Primary care offices perform a wide range of basic diagnostic tests. About 94% of family medicine practices do clinical laboratory testing on-site. Common in-office tests include dipstick urinalysis, rapid strep tests, blood sugar checks, hemoglobin measurements, pregnancy tests, and urine microscopy. These point-of-care tests give your provider results in minutes, which speeds up diagnosis and treatment decisions during the visit.

More complex testing, like comprehensive blood panels, imaging, or specialized cultures, is typically sent to an outside laboratory or imaging center. Your primary care provider orders these tests, interprets the results, and explains what they mean for your health plan going forward.

Care Coordination and Referrals

One of the less visible but most valuable functions of primary care is acting as a hub for all your healthcare. When you need to see a specialist, your primary care provider identifies the right one, sends over relevant medical history, and follows up on the specialist’s recommendations. This matters: when a specialist visit is based on a primary care referral rather than self-referral, patients are significantly more likely to report that their primary care provider was informed about the specialist’s findings (50% versus 35%) and discussed the results with them (66% versus 47%).

About 72% of patients who see a specialist get there through a primary care referral. Your provider’s generalist training across different body systems, combined with their knowledge of your medical history and ongoing relationship with you, puts them in the best position to integrate recommendations from multiple specialists into a coherent plan. This is particularly important if you’re managing several conditions at once, where conflicting advice from different specialists can create confusion or even harm.

Who Provides Primary Care

Several types of clinicians can serve as your primary care provider. Family medicine physicians complete a residency in family practice and are trained to care for children and adults of all ages, sometimes including obstetrics and minor surgery. Internal medicine physicians, or internists, also complete a specialty residency but focus exclusively on adults. Both are board-certified doctors (MDs or DOs).
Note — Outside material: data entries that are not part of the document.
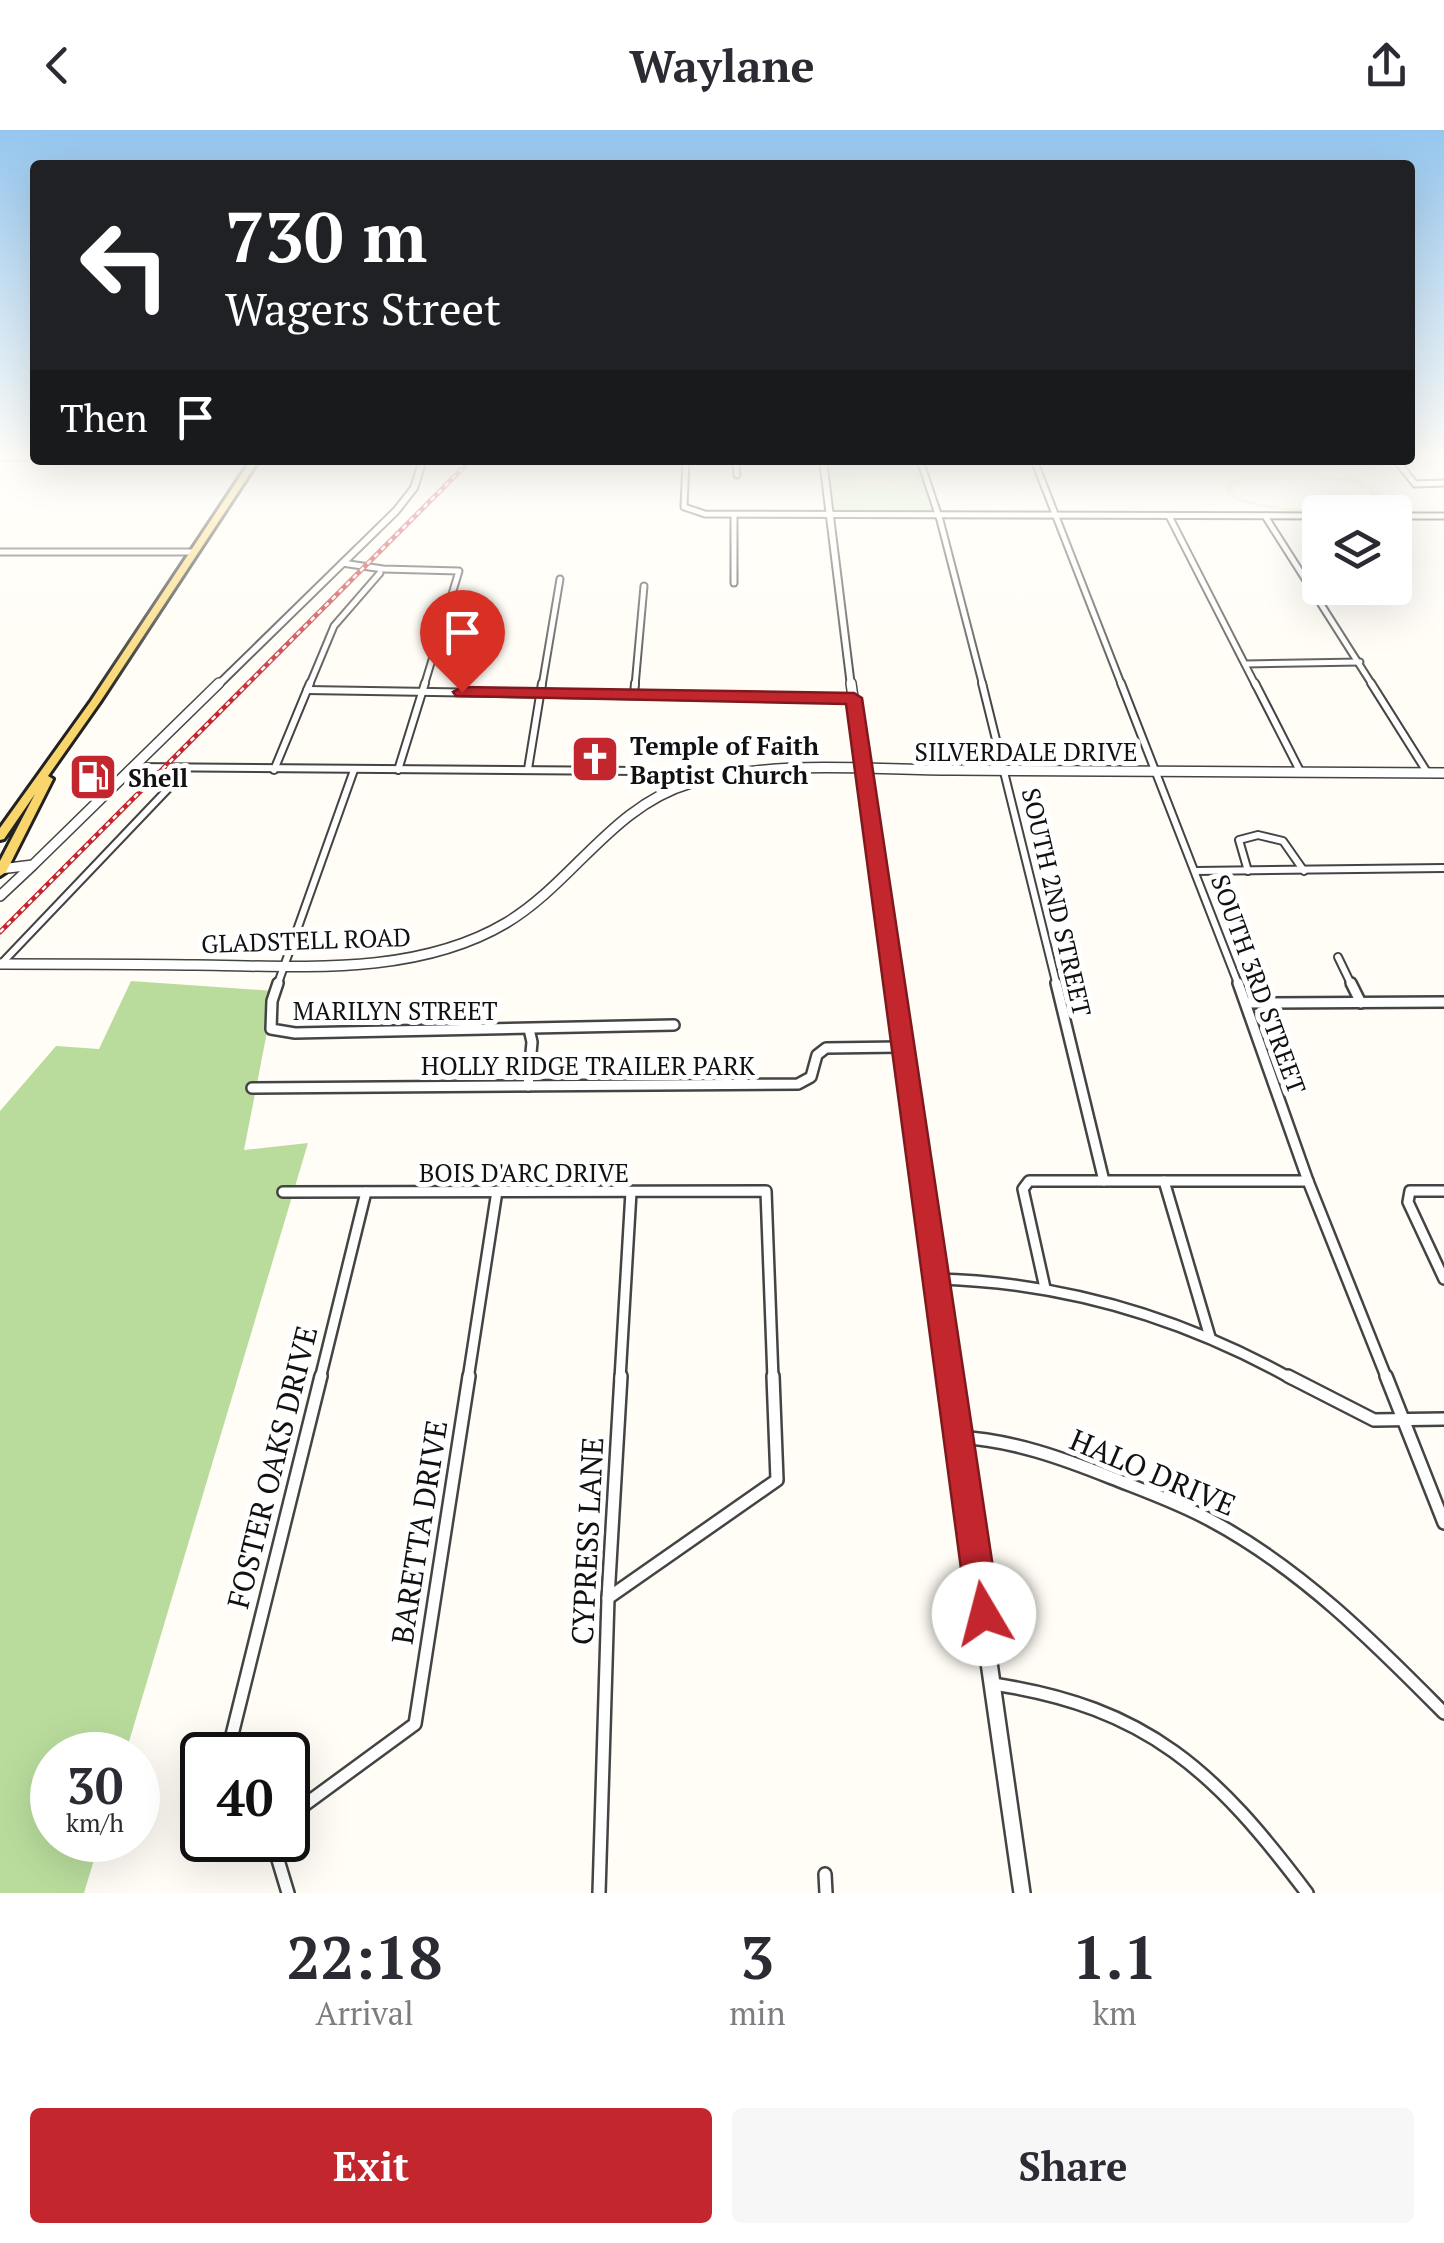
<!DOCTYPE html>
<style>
body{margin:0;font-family:"PT Serif",serif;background:#f7f7f7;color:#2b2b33;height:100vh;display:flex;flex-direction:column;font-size:38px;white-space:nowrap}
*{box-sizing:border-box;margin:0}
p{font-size:32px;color:#7c7c81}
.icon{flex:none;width:55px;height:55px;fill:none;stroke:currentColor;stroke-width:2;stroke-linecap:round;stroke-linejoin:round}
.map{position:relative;height:1763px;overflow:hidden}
.sheet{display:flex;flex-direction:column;background:#fff;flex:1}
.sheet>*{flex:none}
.hud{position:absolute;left:30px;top:30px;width:1385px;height:305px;border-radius:10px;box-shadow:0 10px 40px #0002;background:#202124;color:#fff;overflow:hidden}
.fabs{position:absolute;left:1302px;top:365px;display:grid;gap:20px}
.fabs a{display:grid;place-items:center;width:110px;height:110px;border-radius:10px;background:#fff;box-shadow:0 10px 40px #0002;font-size:50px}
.speed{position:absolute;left:30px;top:1602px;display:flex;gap:20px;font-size:50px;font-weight:700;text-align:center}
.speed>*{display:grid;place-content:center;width:130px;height:130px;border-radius:50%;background:#fff;box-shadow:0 10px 40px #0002;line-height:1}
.speed small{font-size:25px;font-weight:400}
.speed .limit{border:5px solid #111;border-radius:15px;background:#fff;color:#111}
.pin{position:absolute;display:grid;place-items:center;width:85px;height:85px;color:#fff;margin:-102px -42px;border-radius:50% 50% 50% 0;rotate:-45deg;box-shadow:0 0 10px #0007}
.pin .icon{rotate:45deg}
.me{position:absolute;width:110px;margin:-55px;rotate:352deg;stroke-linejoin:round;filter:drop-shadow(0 0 8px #0008)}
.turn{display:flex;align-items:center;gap:35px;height:210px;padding:0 30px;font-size:45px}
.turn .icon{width:130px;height:130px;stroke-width:2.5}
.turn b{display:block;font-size:70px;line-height:85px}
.then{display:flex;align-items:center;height:95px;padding:0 30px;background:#0003;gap:20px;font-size:38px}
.eta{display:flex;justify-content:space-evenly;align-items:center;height:170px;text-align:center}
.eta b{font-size:60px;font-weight:800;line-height:70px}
.button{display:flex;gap:20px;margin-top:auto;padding:20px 30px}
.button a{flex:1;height:115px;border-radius:10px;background:#c4262e;color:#fff;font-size:40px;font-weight:800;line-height:115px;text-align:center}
.button a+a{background:#f7f7f7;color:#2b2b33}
header{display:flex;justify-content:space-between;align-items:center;height:130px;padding:0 30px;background:#fff;font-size:45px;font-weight:800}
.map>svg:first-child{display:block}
</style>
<header><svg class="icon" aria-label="back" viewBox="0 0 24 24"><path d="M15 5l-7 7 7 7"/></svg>Waylane<svg class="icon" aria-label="share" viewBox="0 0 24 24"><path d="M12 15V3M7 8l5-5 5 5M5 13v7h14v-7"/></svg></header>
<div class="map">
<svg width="1444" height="1763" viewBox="0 0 1444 1763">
<rect width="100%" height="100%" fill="#fffdf5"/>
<polygon fill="#d5ebbd" points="827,330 917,330 932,383 835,383"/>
<polygon fill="#b9dc9c" points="131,851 275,861 244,1020 308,1013 125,1625 52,1625 52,1710 100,1710 84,1763 0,1763 0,981 56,916 99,919"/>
<g fill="#e6f2cf" fill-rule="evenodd">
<polygon points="855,330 905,330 911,335 916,354 889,358 859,355"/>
<path d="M1246,347L1357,348L1377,362L1381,372C1362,391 1246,383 1226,363L1227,353ZM1248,350C1276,350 1364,341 1375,370C1356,386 1251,380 1232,363L1233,355Z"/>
</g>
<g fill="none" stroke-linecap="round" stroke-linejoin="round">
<g stroke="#444" stroke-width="9">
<g id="minor-far3">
<polyline points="0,327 35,327"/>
<polyline points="686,330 684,377 705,384 1320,386"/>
<polyline points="736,330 737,345"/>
<polyline points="920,330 940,390 983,556"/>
<polyline points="1034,330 1122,556"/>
<polyline points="1396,330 1415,354 1444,353"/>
<polyline points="734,385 734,453"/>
<polyline points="1169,386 1256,556"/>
<polyline points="1265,386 1373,556"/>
<polyline points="1395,386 1444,386"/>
<polyline points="0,422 193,422"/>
<polyline points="342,433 383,439 459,441 424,556"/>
<polyline points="1395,451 1398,454"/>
<polyline points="1245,534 1360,532"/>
<polyline points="309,556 334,496 380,443"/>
<polyline points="542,556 560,449"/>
<polyline points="635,556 644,456"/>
</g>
</g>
<g stroke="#444" stroke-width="10">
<g id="minor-far2">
<polyline points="982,553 1057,856"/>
<polyline points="1121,553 1239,856"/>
<polyline points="1255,553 1301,643"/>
<polyline points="1371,553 1427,642"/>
<polyline points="307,560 854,569"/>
<polyline points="634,565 635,553"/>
<polyline points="134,637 641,641 666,648 678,657"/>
<polyline points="528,639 542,553"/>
<polyline points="274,640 310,553"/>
<polyline points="398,640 425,553"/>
<polyline points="1196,741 1444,738"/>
<polyline points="1248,741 1239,710 1258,705 1283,711 1304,741"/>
<polyline points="1338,827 1352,856"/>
<polyline points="0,835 186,640"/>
<polyline points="277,856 354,640"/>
</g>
</g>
<g stroke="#444" stroke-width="14">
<g id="minor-far1">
<polyline points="278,853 272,871 271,899 295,903 674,895"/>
<polyline points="1056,853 1104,1051"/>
<polyline points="1238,853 1308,1051 1387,1249"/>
<polyline points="1351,853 1361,873"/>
<polyline points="1246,873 1444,872"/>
<polyline points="528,956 532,912 529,899"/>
<polyline points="252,958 798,954 811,947 817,925 826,918 901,917"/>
<polyline points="1164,1051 1210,1207"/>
<polyline points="1444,1061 1410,1061 1408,1072 1444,1149"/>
<polyline points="283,1062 766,1061 773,1249"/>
<path d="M936,1149C1064,1152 1181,1187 1292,1249"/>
<polyline points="1045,1158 1023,1059 1029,1051 1308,1051"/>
<polyline points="320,1249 366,1062"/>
<polyline points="468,1249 497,1061"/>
<polyline points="620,1249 631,1062"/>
</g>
</g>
<g stroke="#444" stroke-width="16">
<g id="minor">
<polyline points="1288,1246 1374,1290 1444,1289"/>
<polyline points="1386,1246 1444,1393"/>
<path d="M958,1307C1012,1310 1062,1328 1112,1348C1145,1361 1179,1373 1210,1390C1300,1438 1373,1511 1444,1583"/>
<polyline points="608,1468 777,1350 773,1246"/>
<path d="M993,1554C1148,1577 1216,1642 1307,1763"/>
<polyline points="227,1625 321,1246"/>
<polyline points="288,1687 415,1594 469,1246"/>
<polyline points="215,1710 218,1715 234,1720 252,1710"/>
<polyline points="272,1710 288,1763"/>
<polyline points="825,1744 826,1763"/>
<polyline points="599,1763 608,1468 621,1246"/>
</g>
</g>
<g stroke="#444" stroke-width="10">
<g id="tertiary-far3">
<polyline points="823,330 851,556"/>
<polyline points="217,556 396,381 414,358 423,330"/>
</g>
</g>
<g stroke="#444" stroke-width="12">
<g id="tertiary-far2">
<polyline points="851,553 893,856"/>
<polyline points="0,739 33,735 219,553"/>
<polyline points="0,766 32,736"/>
<path d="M0,834C65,834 131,834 196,835C298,836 415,847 506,793C573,753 612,676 691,653C774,629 868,640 954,640C1117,641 1281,642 1444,643"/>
</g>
</g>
<g stroke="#444" stroke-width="16">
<polyline id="tertiary-far1" points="892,853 949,1249"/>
</g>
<g stroke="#444" stroke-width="20">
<polyline id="tertiary" points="948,1246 1022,1763"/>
</g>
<g stroke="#222" stroke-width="6">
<polygon id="primary" points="251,330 259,330 100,572 48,646 53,649 6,742 0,746 0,731 35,664 4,709 0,710 0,698 91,571"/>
</g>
<use href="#minor-far3" stroke="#fff" stroke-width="5"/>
<use href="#minor-far2" stroke="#fff" stroke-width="6"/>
<use href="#minor-far1" stroke="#fff" stroke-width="9"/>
<use href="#minor" stroke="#fff" stroke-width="11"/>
<use href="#tertiary-far3" stroke="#fff" stroke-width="6"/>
<use href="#tertiary-far2" stroke="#fff" stroke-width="9"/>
<use href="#tertiary-far1" stroke="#fff" stroke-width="11"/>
<use href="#tertiary" stroke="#fff" stroke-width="15"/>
<use href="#primary" fill="#f9d66b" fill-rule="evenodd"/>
<g stroke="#c4262e" stroke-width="5">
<polyline id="rail" points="0,802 471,330"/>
</g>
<use href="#rail" stroke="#fff" stroke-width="2.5" stroke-dasharray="5" stroke-linecap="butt"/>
</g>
<polygon fill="#4d4742" points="107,640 109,644 99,654 77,649 75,646"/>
<polygon fill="#3f3936" points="107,640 109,644 99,654 97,650"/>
<polygon fill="#5a524d" stroke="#3f3936" stroke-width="2.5" points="85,636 107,640 97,650 75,646"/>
<linearGradient id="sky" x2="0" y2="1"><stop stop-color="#95c6ee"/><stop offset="0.57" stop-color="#fffefa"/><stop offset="1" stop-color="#fffefa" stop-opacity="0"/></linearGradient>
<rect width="1444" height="573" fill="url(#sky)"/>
<polygon fill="#c4262e" stroke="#7f191e" stroke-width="2.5" points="462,557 854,563 862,568 1000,1484 995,1495 984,1500 972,1495 967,1484 846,574 456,566 453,562"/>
<defs>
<g id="church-square" transform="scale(2.5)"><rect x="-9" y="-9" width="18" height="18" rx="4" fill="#c4262e" stroke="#fff"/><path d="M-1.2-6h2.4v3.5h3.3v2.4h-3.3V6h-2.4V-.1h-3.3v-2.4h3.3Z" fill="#fff"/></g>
<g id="fuel-square" transform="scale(2.5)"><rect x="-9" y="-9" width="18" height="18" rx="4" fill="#c4262e" stroke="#fff"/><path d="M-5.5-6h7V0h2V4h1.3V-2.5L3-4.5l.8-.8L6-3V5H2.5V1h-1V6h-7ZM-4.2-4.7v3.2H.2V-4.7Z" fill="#fff"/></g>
</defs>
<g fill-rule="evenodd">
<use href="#church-square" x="595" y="629"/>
<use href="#fuel-square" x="93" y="647"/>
</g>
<g text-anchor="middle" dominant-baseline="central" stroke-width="10" stroke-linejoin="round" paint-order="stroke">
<g font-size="25" font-weight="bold" fill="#111" stroke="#fff" text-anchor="start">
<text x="630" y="615">Temple of Faith<tspan x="630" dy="29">Baptist Church</tspan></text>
<text x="128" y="647">Shell</text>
</g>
<g font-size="25" fill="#111" stroke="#fff">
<text x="1026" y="621">SILVERDALE DRIVE</text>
<text transform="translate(1057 772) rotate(77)">SOUTH 2ND STREET</text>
<text transform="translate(306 810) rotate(-2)">GLADSTELL ROAD</text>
<text transform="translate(1259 854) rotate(70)">SOUTH 3RD STREET</text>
<text x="395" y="880">MARILYN STREET</text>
<text x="588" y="935">HOLLY RIDGE TRAILER PARK</text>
<text x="524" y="1042">BOIS D'ARC DRIVE</text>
</g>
<g font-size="30" fill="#111" stroke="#fff">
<text transform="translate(272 1337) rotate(-76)">FOSTER OAKS DRIVE</text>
<text transform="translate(1153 1342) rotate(23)">HALO DRIVE</text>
<text transform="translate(419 1402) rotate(-81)">BARETTA DRIVE</text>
<text transform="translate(587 1411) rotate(-87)">CYPRESS LANE</text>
</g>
</g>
</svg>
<div class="fabs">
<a><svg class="icon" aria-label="layers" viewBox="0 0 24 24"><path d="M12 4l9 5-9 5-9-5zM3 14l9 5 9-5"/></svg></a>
</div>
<div class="speed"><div>30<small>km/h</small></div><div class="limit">40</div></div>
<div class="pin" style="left:462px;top:562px;background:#d93025"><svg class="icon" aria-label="arrive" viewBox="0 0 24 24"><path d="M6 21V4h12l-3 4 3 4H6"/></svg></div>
<svg class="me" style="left:984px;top:1484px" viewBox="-20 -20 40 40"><circle r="19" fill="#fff"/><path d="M0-13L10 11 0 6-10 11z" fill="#c4262e"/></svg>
<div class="hud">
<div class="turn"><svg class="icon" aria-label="left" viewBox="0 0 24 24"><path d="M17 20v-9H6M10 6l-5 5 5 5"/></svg><div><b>730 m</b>Wagers Street</div></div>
<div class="then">Then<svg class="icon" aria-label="arrive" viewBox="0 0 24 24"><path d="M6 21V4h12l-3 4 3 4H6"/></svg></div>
</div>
</div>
<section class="sheet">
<div class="eta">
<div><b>22:18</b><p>Arrival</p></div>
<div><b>3</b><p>min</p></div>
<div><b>1.1</b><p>km</p></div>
</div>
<div class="button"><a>Exit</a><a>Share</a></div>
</section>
Nurse practitioners and physician assistants go through a different training and certification pathway than physicians. In many practices, they serve as the primary care provider, handling the same range of preventive care, chronic disease management, acute illness treatment, and care coordination. The right choice depends less on the type of credential and more on finding someone you trust and can build a long-term relationship with.